Umówiłam się w metrze z W. Przyszedł ze swoją małą córeczką (której nie ma w realu). Miał ze sobą rower, biało niebieski. Wsiadłam na niego i jechałam – nie do końca wygodnie, bo nie ustawiłam odpowiednio pedałów. Ale jechałam po trawniku koło uniwerkowych akademików jak mi się zdaje. Strasznie mi przeszkadzało, że krzyczał ciągle na córeczkę, która też wsiadła na ten rower. Tak – na ten sam rower- tu się robią schody. Że wsiadła, bo jest fajniejszy, że ma uważać, że się zaraz przewróci, że na coś wjedzie. I jak tak się na nią darł, to się bałam czując, że tak naprawdę to drze się na mnie.

Czyli we śnie czuję się małym dzieckiem, które jednocześnie zamyka się pod kloszem i pragnie żeby poradziło sobie w świecie.

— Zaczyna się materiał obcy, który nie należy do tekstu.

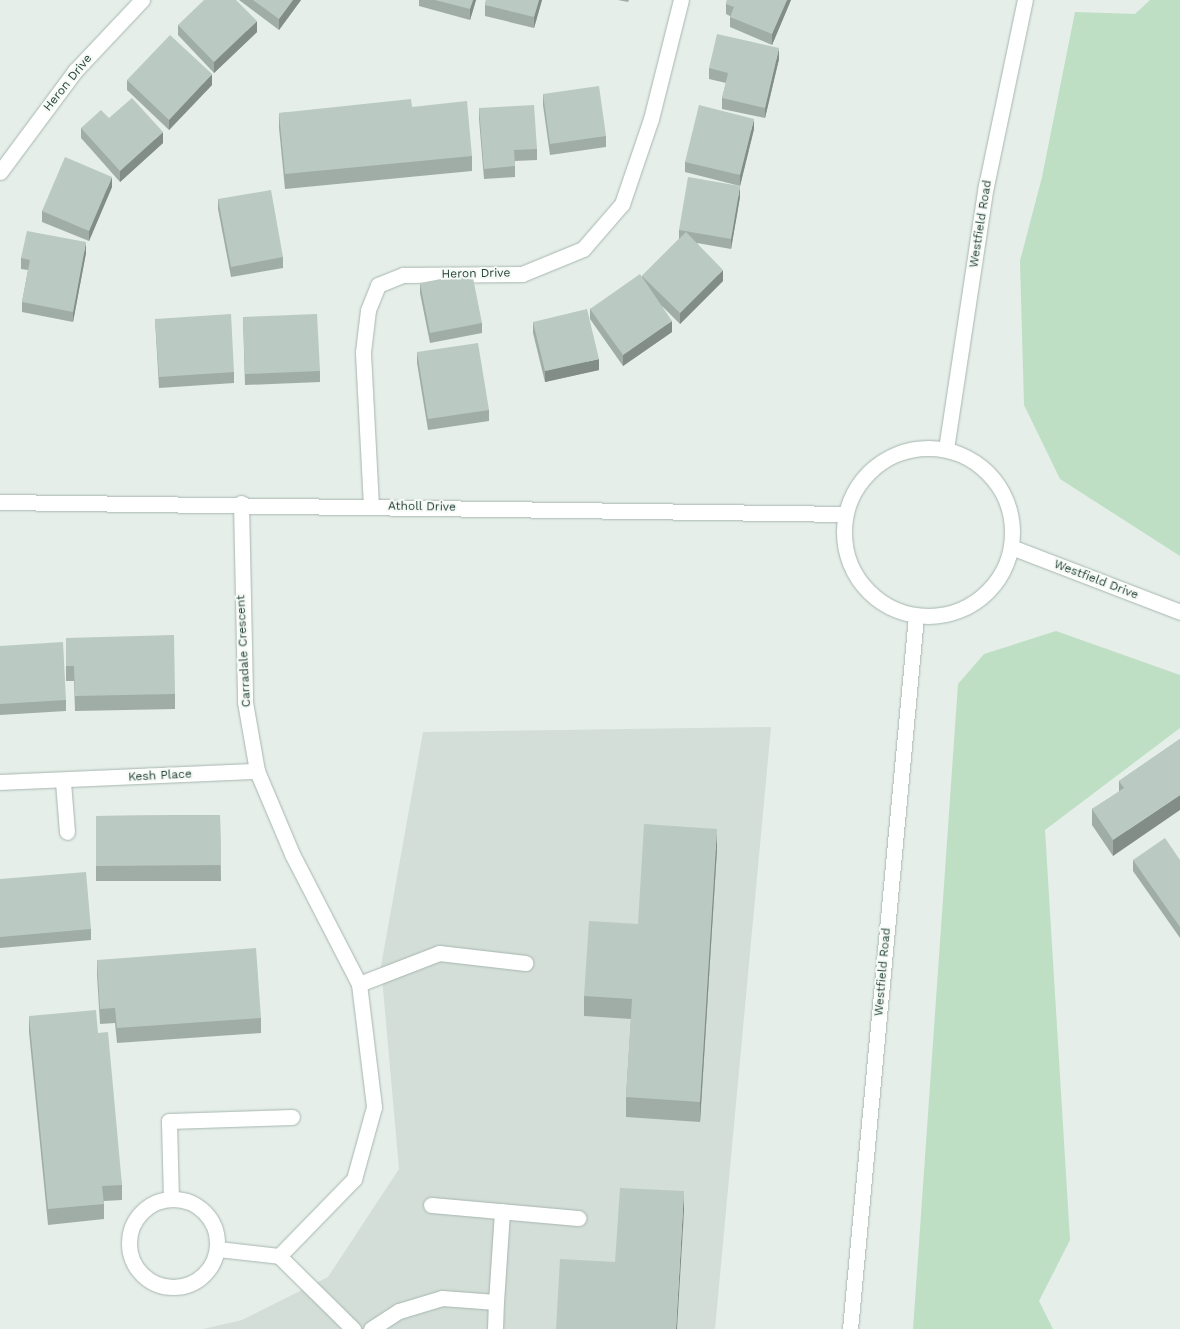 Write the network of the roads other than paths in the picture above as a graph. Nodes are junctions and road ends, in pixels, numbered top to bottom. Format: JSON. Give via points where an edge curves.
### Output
{"nodes":[{"id":1,"x":142,"y":0,"type":"edge"},
{"id":2,"x":681,"y":0,"type":"edge"},
{"id":3,"x":1025,"y":0,"type":"edge"},
{"id":4,"x":0,"y":172,"type":"edge"},
{"id":5,"x":946,"y":449,"type":"junction"},
{"id":6,"x":0,"y":502,"type":"edge"},
{"id":7,"x":241,"y":503,"type":"junction"},
{"id":8,"x":371,"y":506,"type":"junction"},
{"id":9,"x":845,"y":514,"type":"junction"},
{"id":10,"x":1011,"y":547,"type":"junction"},
{"id":11,"x":1180,"y":612,"type":"edge"},
{"id":12,"x":916,"y":616,"type":"junction"},
{"id":13,"x":258,"y":772,"type":"junction"},
{"id":14,"x":0,"y":782,"type":"edge"},
{"id":15,"x":63,"y":782,"type":"junction"},
{"id":16,"x":67,"y":832,"type":"dead end"},
{"id":17,"x":525,"y":963,"type":"dead end"},
{"id":18,"x":359,"y":984,"type":"junction"},
{"id":19,"x":292,"y":1117,"type":"dead end"},
{"id":20,"x":171,"y":1199,"type":"junction"},
{"id":21,"x":431,"y":1206,"type":"dead end"},
{"id":22,"x":502,"y":1211,"type":"junction"},
{"id":23,"x":578,"y":1218,"type":"dead end"},
{"id":24,"x":218,"y":1249,"type":"junction"},
{"id":25,"x":279,"y":1256,"type":"junction"},
{"id":26,"x":496,"y":1302,"type":"junction"},
{"id":27,"x":353,"y":1329,"type":"edge"},
{"id":28,"x":372,"y":1329,"type":"edge"},
{"id":29,"x":495,"y":1329,"type":"edge"},
{"id":30,"x":850,"y":1329,"type":"edge"}],
"edges":[{"from":1,"to":4,"type":"street","name":"Heron Drive","via":[[75,71]]},
{"from":2,"to":8,"type":"street","name":"Heron Drive","via":[[651,119],[622,204],[583,249],[522,274],[403,275],[378,284],[368,310],[363,352]]},
{"from":3,"to":5,"type":"street","name":"Westfield Road","via":[[986,186]]},
{"from":5,"to":9,"type":"street","via":[[902,450],[872,468],[851,494]]},
{"from":5,"to":10,"type":"street","via":[[967,457],[989,473],[1000,488],[1012,524]]},
{"from":6,"to":7,"type":"street","name":"Atholl Drive"},
{"from":7,"to":8,"type":"street","name":"Atholl Drive"},
{"from":7,"to":13,"type":"street","name":"Carradale Crescent","via":[[245,702]]},
{"from":8,"to":9,"type":"street","name":"Atholl Drive"},
{"from":9,"to":12,"type":"street","via":[[843,542],[848,560],[869,593],[888,607]]},
{"from":10,"to":11,"type":"street","name":"Westfield Drive"},
{"from":10,"to":12,"type":"street","via":[[1003,571],[980,598],[962,610]]},
{"from":12,"to":30,"type":"street","name":"Westfield Road"},
{"from":13,"to":15,"type":"street","name":"Kesh Place"},
{"from":13,"to":18,"type":"street","name":"Carradale Crescent","via":[[292,854]]},
{"from":14,"to":15,"type":"street","name":"Kesh Place"},
{"from":15,"to":16,"type":"street"},
{"from":17,"to":18,"type":"street","via":[[439,953]]},
{"from":18,"to":25,"type":"street","name":"Carradale Crescent","via":[[374,1107],[354,1179]]},
{"from":19,"to":20,"type":"street","via":[[169,1122]]},
{"from":20,"to":24,"type":"street","via":[[190,1202],[203,1210],[212,1221]]},
{"from":20,"to":24,"type":"street","via":[[149,1206],[131,1229],[128,1244],[138,1272],[150,1282],[178,1288],[205,1275],[214,1263]]},
{"from":21,"to":22,"type":"street"},
{"from":22,"to":23,"type":"street"},
{"from":22,"to":26,"type":"street"},
{"from":24,"to":25,"type":"street"},
{"from":25,"to":27,"type":"street"},
{"from":26,"to":28,"type":"street","via":[[442,1298],[399,1311]]},
{"from":26,"to":29,"type":"street"}]}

A i żeby nie wychodziło przed szereg i nic sobie nie zrobiło. W sumie, jak byłam mała roweru nie znosiłam. Nie chciałam się go uczyć, ale musiałam pod groźbą pasa. Za to jeżeli poszłam na długi spacer sama w miejsca, które uwielbiałam dostawałam wyjaśnienie, że tam w świecie ktoś mnie wciągnie w krzaki (zboczeniec konkretnie) i po krótkim wykładzie dostawałam lanie. Oczywiście na chodzenie ze mną w te wszystkie miejsca nikt nie miał czasu więc byłam w pełni uzależniona. Tego co lubię nie mam prawa robić sama bo stanie mi się coś złego. Nie powinnam chodzić sama z podobnych powodów.



A wszystko zaczęło się od dyskusji o wychowaniu dzieci, wczoraj w biurze. Widać poszło jak lawina.